Data in this exercise →
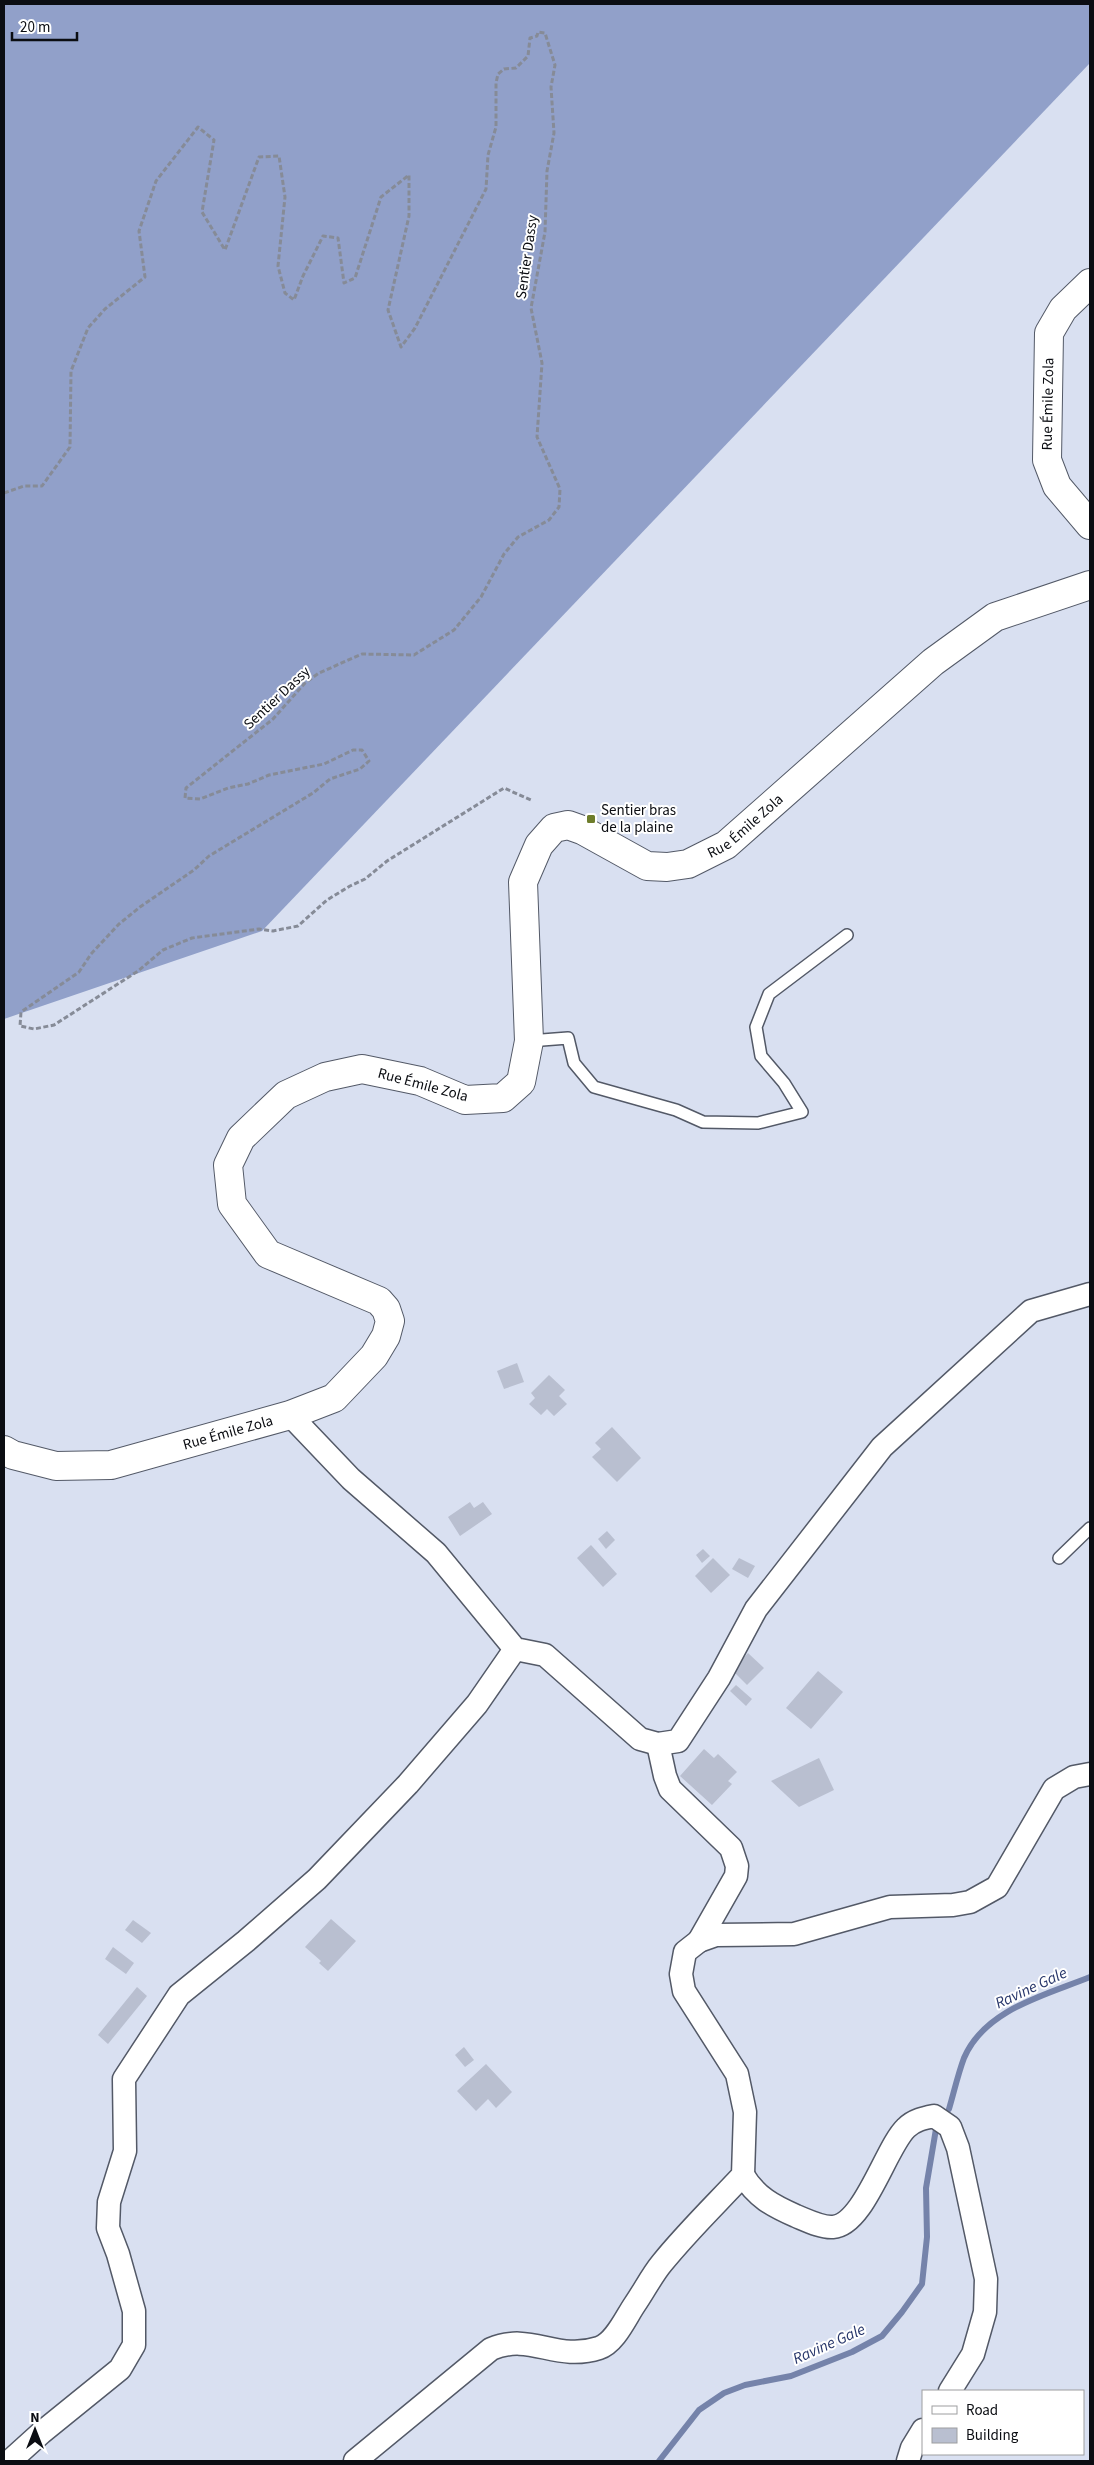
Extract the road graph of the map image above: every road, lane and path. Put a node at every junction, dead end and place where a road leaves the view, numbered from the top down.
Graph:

--

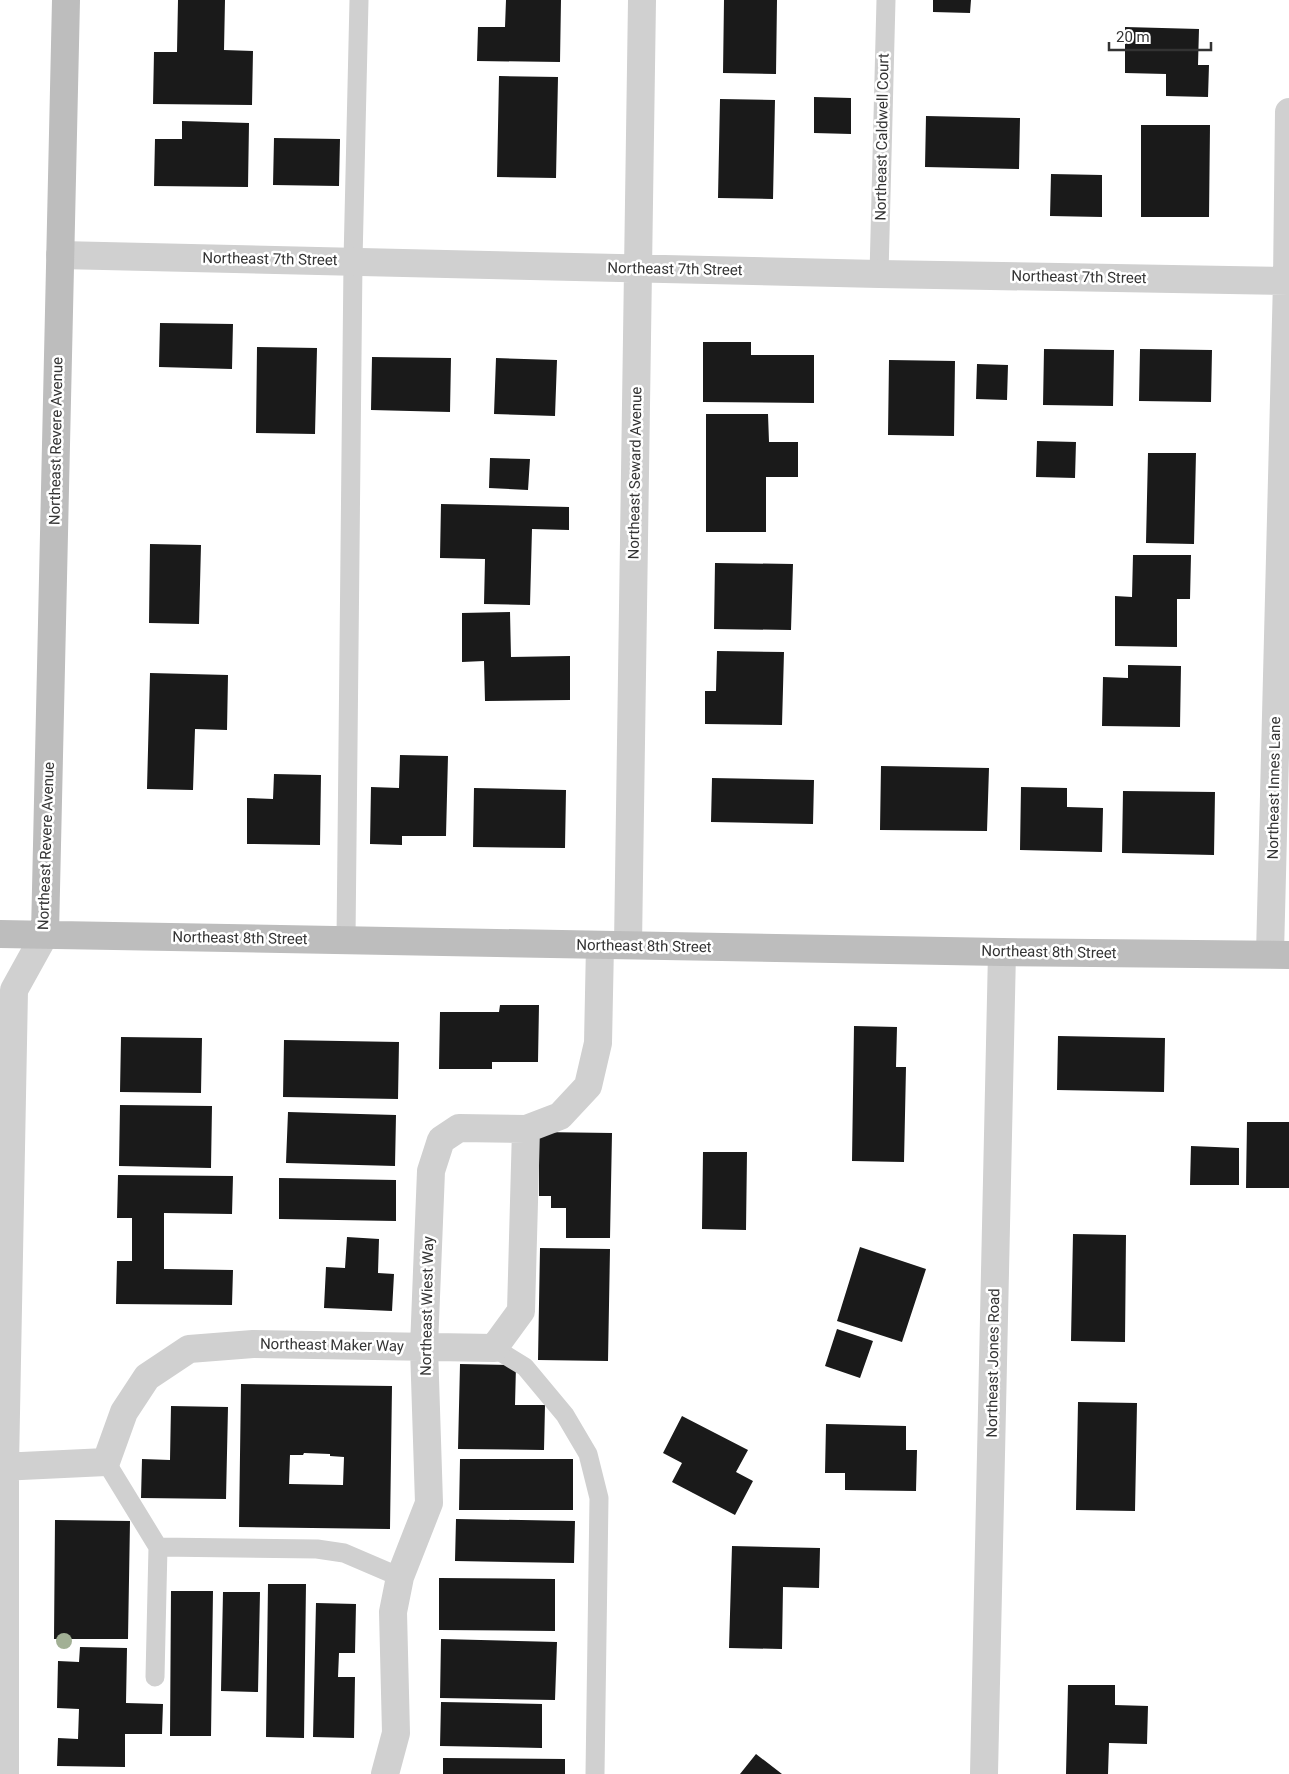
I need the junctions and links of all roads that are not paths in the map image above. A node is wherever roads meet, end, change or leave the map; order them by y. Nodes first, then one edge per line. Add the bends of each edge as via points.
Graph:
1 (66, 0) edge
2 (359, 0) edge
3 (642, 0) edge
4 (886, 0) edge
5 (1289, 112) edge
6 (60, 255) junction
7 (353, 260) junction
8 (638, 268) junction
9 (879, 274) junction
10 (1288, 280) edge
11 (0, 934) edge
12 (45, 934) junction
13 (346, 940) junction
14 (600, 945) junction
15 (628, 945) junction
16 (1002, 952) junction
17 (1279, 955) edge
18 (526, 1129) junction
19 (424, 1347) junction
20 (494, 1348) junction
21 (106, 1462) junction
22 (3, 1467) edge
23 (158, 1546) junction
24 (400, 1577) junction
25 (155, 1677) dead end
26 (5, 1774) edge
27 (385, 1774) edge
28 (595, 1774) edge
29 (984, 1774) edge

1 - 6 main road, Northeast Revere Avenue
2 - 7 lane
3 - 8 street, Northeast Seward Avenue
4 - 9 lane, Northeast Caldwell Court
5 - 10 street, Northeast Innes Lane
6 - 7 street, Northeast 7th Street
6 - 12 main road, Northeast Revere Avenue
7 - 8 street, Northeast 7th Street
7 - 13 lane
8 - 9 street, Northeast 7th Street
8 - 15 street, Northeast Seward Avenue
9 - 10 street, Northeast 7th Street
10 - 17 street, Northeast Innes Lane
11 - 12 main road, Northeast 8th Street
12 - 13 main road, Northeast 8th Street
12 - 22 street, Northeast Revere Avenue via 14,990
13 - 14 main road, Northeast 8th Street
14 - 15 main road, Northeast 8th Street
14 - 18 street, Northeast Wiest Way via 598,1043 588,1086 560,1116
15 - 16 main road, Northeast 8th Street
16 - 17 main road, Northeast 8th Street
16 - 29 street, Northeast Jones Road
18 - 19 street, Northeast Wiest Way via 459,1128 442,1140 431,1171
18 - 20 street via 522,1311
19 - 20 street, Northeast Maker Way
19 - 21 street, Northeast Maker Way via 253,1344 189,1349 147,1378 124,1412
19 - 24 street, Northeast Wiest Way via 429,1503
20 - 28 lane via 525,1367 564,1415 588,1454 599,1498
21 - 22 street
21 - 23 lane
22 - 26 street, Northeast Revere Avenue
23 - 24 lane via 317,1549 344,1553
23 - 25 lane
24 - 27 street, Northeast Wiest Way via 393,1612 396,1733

Required work → Copy out each line of the records where the string "above" appears.

Exercise response →
Extract the road graph of the map image above: every road, lane and path. Put a node at every junction, dead end and place where a road leaves the view, numbered from the top down.
I need the junctions and links of all roads that are not paths in the map image above. A node is wherever roads meet, end, change or leave the map; order them by y. Nodes first, then one edge per line. Add the bends of each edge as via points.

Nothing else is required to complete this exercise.